[TASK OBJECTIVE] Scan the entries for the word "href", and copy every line where it appears.

Stored data entries
☆ ☆ ☆ ☆ ☆

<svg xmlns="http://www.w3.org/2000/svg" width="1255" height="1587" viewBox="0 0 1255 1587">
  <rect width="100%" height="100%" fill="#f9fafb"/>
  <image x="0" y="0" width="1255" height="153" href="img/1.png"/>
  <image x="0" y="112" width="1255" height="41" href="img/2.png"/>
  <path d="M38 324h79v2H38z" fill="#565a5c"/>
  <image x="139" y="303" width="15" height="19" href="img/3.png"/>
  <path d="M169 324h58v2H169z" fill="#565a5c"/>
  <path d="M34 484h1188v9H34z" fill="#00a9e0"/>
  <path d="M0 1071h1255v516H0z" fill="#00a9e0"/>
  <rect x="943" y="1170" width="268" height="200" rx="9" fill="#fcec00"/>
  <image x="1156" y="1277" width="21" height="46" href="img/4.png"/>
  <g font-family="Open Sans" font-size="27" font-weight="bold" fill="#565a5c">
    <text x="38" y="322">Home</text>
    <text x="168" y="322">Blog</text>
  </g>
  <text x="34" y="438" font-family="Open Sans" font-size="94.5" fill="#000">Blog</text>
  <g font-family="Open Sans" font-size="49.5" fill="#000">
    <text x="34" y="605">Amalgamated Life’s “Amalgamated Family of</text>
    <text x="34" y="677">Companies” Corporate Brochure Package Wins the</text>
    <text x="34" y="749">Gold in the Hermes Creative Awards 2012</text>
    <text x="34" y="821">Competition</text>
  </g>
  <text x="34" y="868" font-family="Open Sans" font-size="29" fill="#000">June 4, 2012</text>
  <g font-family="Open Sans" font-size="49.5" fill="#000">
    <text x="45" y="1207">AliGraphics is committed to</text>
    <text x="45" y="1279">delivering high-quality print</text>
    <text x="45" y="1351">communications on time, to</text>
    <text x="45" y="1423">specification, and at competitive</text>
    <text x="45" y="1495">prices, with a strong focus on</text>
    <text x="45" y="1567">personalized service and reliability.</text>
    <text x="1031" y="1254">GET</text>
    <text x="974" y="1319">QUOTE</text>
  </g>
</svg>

☆ ☆ ☆ ☆ ☆

[EXPECTED ANSWER]
  <image x="0" y="0" width="1255" height="153" href="img/1.png"/>
  <image x="0" y="112" width="1255" height="41" href="img/2.png"/>
  <image x="139" y="303" width="15" height="19" href="img/3.png"/>
  <image x="1156" y="1277" width="21" height="46" href="img/4.png"/>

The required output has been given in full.